TASK BRIEF: Each line from the one containing "Digitize the connectivity" through the end of the entries below must be output exactly; no other line belongs.

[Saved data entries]
+ + +
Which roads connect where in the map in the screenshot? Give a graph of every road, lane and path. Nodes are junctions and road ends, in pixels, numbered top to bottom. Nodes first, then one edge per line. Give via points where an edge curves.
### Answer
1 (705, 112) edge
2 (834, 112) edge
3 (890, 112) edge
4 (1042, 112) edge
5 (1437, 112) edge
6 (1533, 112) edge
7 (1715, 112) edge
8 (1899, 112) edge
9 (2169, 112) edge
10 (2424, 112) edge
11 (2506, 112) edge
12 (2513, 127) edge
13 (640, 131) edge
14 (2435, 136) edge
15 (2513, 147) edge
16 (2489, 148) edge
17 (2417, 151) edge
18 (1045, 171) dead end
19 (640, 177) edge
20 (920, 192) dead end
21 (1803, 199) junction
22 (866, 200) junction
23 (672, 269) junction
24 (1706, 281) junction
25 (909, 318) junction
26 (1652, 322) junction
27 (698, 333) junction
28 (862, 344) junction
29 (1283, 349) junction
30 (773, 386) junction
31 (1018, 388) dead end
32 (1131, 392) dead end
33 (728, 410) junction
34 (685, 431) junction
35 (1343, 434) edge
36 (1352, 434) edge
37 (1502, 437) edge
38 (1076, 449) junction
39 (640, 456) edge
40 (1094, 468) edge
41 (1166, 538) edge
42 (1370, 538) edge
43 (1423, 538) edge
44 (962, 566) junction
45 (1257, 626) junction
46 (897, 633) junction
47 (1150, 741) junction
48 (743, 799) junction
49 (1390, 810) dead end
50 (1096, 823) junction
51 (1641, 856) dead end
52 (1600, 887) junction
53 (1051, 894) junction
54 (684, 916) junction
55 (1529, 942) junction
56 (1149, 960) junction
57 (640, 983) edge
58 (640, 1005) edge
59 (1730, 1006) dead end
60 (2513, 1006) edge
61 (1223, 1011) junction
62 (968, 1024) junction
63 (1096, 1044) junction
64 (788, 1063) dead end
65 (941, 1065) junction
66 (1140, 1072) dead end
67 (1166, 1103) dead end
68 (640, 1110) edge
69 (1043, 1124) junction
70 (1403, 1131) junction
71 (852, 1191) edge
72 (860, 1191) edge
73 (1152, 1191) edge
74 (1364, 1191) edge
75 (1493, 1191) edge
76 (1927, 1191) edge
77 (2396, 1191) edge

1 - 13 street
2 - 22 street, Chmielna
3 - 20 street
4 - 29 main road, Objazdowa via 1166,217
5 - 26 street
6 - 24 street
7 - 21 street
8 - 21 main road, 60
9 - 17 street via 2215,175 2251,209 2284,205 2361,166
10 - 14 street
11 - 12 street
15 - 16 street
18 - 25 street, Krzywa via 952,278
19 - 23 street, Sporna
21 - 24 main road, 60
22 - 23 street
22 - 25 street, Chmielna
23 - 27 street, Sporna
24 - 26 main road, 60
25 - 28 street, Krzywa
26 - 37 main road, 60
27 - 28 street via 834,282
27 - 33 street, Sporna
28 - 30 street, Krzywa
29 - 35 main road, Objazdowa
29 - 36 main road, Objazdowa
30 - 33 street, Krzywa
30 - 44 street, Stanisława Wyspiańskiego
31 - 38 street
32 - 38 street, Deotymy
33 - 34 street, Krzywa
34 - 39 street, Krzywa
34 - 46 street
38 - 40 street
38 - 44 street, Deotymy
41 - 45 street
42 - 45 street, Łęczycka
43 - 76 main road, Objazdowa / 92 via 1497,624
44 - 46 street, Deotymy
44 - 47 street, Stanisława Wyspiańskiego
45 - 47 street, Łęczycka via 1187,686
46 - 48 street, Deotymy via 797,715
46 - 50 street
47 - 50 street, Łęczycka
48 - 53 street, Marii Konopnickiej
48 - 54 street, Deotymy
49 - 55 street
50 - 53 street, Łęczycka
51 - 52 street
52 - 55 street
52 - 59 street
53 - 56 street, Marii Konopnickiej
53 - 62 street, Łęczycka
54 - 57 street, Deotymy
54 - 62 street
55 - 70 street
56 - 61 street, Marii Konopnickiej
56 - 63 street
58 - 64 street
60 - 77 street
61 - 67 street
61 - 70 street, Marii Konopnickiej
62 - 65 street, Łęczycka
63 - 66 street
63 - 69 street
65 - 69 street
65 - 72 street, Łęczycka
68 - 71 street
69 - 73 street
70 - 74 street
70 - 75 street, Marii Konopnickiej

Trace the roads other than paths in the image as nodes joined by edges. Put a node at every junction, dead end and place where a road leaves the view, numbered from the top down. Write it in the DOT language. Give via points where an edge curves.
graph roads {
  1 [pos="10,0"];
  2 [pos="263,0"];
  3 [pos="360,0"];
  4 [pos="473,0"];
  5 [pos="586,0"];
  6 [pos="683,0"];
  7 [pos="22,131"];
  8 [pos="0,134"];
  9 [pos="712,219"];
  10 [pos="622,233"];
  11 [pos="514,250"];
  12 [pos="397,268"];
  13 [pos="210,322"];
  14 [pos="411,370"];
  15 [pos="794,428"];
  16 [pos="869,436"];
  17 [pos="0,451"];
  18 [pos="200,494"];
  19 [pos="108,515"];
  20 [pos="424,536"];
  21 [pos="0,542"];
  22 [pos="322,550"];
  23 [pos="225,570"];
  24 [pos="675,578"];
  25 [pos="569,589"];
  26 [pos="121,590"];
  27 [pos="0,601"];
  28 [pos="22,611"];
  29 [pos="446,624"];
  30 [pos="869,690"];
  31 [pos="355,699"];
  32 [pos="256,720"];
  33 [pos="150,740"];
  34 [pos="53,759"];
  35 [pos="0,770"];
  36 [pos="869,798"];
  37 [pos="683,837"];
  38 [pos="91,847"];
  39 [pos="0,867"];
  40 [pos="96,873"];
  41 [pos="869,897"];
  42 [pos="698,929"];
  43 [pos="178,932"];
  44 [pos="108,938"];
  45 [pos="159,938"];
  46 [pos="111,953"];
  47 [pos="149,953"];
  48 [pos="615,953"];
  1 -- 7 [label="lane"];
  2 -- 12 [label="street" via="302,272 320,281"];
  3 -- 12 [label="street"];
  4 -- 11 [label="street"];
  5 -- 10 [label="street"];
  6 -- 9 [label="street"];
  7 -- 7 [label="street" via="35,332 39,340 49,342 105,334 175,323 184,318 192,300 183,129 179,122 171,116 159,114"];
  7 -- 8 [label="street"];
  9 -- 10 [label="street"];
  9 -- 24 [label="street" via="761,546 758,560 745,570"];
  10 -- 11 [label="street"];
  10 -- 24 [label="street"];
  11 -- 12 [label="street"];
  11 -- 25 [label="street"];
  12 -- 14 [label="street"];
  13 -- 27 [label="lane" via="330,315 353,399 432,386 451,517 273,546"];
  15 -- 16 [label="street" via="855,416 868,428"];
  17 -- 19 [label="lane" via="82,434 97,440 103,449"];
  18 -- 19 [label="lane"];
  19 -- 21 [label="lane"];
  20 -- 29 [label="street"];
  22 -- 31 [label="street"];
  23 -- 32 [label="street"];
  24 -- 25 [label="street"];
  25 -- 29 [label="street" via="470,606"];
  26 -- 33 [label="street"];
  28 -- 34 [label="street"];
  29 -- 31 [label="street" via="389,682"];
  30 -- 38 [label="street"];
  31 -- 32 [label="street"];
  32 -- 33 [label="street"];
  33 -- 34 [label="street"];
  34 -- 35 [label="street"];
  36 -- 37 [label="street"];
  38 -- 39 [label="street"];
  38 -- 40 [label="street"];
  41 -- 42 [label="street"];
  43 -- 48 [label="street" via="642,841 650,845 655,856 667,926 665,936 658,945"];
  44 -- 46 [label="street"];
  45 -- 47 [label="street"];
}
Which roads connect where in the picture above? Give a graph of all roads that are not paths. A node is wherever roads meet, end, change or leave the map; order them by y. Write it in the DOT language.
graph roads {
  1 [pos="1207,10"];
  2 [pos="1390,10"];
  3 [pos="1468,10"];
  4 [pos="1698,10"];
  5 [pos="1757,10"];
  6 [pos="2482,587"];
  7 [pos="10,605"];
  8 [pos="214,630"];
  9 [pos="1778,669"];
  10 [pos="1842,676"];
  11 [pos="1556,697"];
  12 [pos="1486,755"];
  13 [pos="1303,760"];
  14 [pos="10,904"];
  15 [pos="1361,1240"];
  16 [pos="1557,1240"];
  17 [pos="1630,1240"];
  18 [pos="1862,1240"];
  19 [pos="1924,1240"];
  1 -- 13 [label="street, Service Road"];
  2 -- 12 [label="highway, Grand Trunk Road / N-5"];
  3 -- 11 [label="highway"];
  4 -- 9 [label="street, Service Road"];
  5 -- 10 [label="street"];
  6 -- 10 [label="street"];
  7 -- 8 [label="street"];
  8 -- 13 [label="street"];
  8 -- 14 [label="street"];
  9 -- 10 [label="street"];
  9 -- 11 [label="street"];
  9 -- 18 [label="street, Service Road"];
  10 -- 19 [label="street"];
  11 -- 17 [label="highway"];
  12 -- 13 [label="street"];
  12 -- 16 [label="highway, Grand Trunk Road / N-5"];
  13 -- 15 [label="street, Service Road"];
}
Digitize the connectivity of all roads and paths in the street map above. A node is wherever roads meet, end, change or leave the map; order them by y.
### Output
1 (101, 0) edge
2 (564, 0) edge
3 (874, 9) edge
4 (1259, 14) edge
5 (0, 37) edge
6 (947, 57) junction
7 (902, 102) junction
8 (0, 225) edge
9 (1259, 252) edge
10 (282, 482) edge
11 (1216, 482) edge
+ + +
ANSWER FOR THE TASK:
Digitize the connectivity of all roads and paths in the street map above. A node is wherever roads meet, end, change or leave the map; order them by y.
### Output
1 (101, 0) edge
2 (564, 0) edge
3 (874, 9) edge
4 (1259, 14) edge
5 (0, 37) edge
6 (947, 57) junction
7 (902, 102) junction
8 (0, 225) edge
9 (1259, 252) edge
10 (282, 482) edge
11 (1216, 482) edge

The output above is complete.